ABOUT THIS TASK » Isolate every line in the data with the string "Sokak" and copy it.

(DATA EXCERPTS)

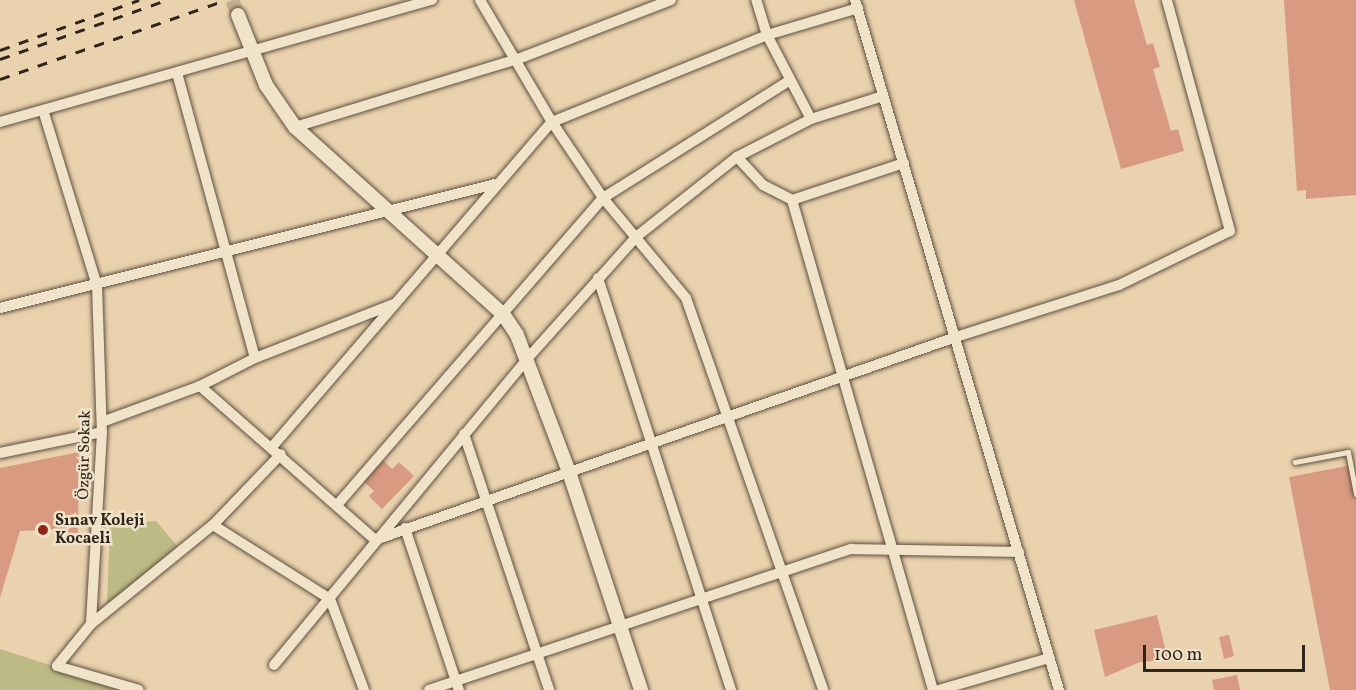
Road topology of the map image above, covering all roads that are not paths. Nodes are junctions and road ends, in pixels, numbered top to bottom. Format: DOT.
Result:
graph roads {
  1 [pos="432,0"];
  2 [pos="480,0"];
  3 [pos="671,0"];
  4 [pos="756,0"];
  5 [pos="1167,0"];
  6 [pos="856,4"];
  7 [pos="238,15"];
  8 [pos="767,35"];
  9 [pos="250,51"];
  10 [pos="518,59"];
  11 [pos="177,73"];
  12 [pos="789,81"];
  13 [pos="883,96"];
  14 [pos="43,110"];
  15 [pos="811,119"];
  16 [pos="0,122"];
  17 [pos="552,122"];
  18 [pos="295,127"];
  19 [pos="737,157"];
  20 [pos="904,163"];
  21 [pos="495,184"];
  22 [pos="603,198"];
  23 [pos="792,200"];
  24 [pos="390,210"];
  25 [pos="636,237"];
  26 [pos="228,253"];
  27 [pos="438,254"];
  28 [pos="598,278"];
  29 [pos="97,285"];
  30 [pos="397,302"];
  31 [pos="0,308"];
  32 [pos="503,314"];
  33 [pos="956,337"];
  34 [pos="255,358"];
  35 [pos="527,359"];
  36 [pos="843,378"];
  37 [pos="200,386"];
  38 [pos="730,417"];
  39 [pos="102,427"];
  40 [pos="464,434"];
  41 [pos="649,442"];
  42 [pos="272,447"];
  43 [pos="0,453"];
  44 [pos="281,454"];
  45 [pos="1295,462"];
  46 [pos="568,472"];
  47 [pos="1356,494"];
  48 [pos="484,499"];
  49 [pos="337,505"];
  50 [pos="213,525"];
  51 [pos="405,528"];
  52 [pos="375,540"];
  53 [pos="894,549"];
  54 [pos="1019,552"];
  55 [pos="784,571"];
  56 [pos="330,599"];
  57 [pos="703,600"];
  58 [pos="91,624"];
  59 [pos="620,627"];
  60 [pos="537,653"];
  61 [pos="1049,658"];
  62 [pos="274,666"];
  63 [pos="458,686"];
  64 [pos="139,690"];
  65 [pos="364,690"];
  66 [pos="429,690"];
  67 [pos="549,690"];
  68 [pos="641,690"];
  69 [pos="732,690"];
  70 [pos="823,690"];
  71 [pos="933,690"];
  72 [pos="939,690"];
  73 [pos="1059,690"];
  1 -- 9 [label="street"];
  2 -- 10 [label="street"];
  3 -- 10 [label="street"];
  4 -- 8 [label="street"];
  5 -- 33 [label="street"];
  6 -- 8 [label="street"];
  6 -- 13 [label="street"];
  7 -- 9 [label="street"];
  8 -- 12 [label="street"];
  8 -- 17 [label="street"];
  9 -- 11 [label="street"];
  9 -- 18 [label="street"];
  10 -- 17 [label="street"];
  10 -- 18 [label="street"];
  11 -- 14 [label="street"];
  11 -- 26 [label="street"];
  12 -- 15 [label="street"];
  12 -- 22 [label="street"];
  13 -- 15 [label="street"];
  13 -- 20 [label="street"];
  14 -- 16 [label="street"];
  14 -- 29 [label="street, Özgür Sokak"];
  15 -- 19 [label="street"];
  17 -- 21 [label="street"];
  17 -- 22 [label="street"];
  18 -- 24 [label="street"];
  19 -- 23 [label="street"];
  19 -- 25 [label="street"];
  20 -- 23 [label="street"];
  20 -- 33 [label="street"];
  21 -- 24 [label="street"];
  21 -- 27 [label="street"];
  22 -- 25 [label="street"];
  22 -- 32 [label="street"];
  23 -- 36 [label="street"];
  24 -- 26 [label="street"];
  24 -- 27 [label="street"];
  25 -- 28 [label="street"];
  25 -- 38 [label="street"];
  26 -- 29 [label="street"];
  26 -- 34 [label="street"];
  27 -- 30 [label="street"];
  27 -- 32 [label="street"];
  28 -- 35 [label="street"];
  28 -- 41 [label="street"];
  29 -- 31 [label="street"];
  29 -- 39 [label="street, Özgür Sokak"];
  30 -- 34 [label="street"];
  30 -- 42 [label="street"];
  32 -- 35 [label="street"];
  32 -- 49 [label="street"];
  33 -- 36 [label="street"];
  33 -- 54 [label="street"];
  34 -- 37 [label="street"];
  35 -- 40 [label="street"];
  35 -- 46 [label="street"];
  36 -- 38 [label="street"];
  36 -- 53 [label="street"];
  37 -- 39 [label="street"];
  37 -- 42 [label="street"];
  38 -- 41 [label="street"];
  38 -- 55 [label="street"];
  39 -- 43 [label="street"];
  39 -- 58 [label="street, Özgür Sokak"];
  40 -- 48 [label="street"];
  40 -- 52 [label="street"];
  41 -- 46 [label="street"];
  41 -- 57 [label="street"];
  42 -- 44 [label="street"];
  44 -- 49 [label="street"];
  44 -- 50 [label="street"];
  45 -- 47 [label="lane"];
  46 -- 48 [label="street"];
  46 -- 59 [label="street"];
  48 -- 51 [label="street"];
  48 -- 60 [label="street"];
  49 -- 52 [label="street"];
  50 -- 56 [label="street"];
  50 -- 58 [label="street"];
  51 -- 52 [label="street"];
  51 -- 63 [label="street"];
  52 -- 56 [label="street"];
  53 -- 54 [label="street"];
  53 -- 55 [label="street"];
  53 -- 71 [label="street"];
  54 -- 61 [label="street"];
  55 -- 57 [label="street"];
  55 -- 70 [label="street"];
  56 -- 62 [label="street"];
  56 -- 65 [label="street"];
  57 -- 59 [label="street"];
  57 -- 69 [label="street"];
  58 -- 64 [label="street"];
  59 -- 60 [label="street"];
  59 -- 68 [label="street"];
  60 -- 63 [label="street"];
  60 -- 67 [label="street"];
  61 -- 72 [label="street"];
  61 -- 73 [label="street"];
  63 -- 66 [label="street"];
}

(End DATA EXCERPTS)

WRITTEN REPLY »
  14 -- 29 [label="street, Özgür Sokak"];
  29 -- 39 [label="street, Özgür Sokak"];
  39 -- 58 [label="street, Özgür Sokak"];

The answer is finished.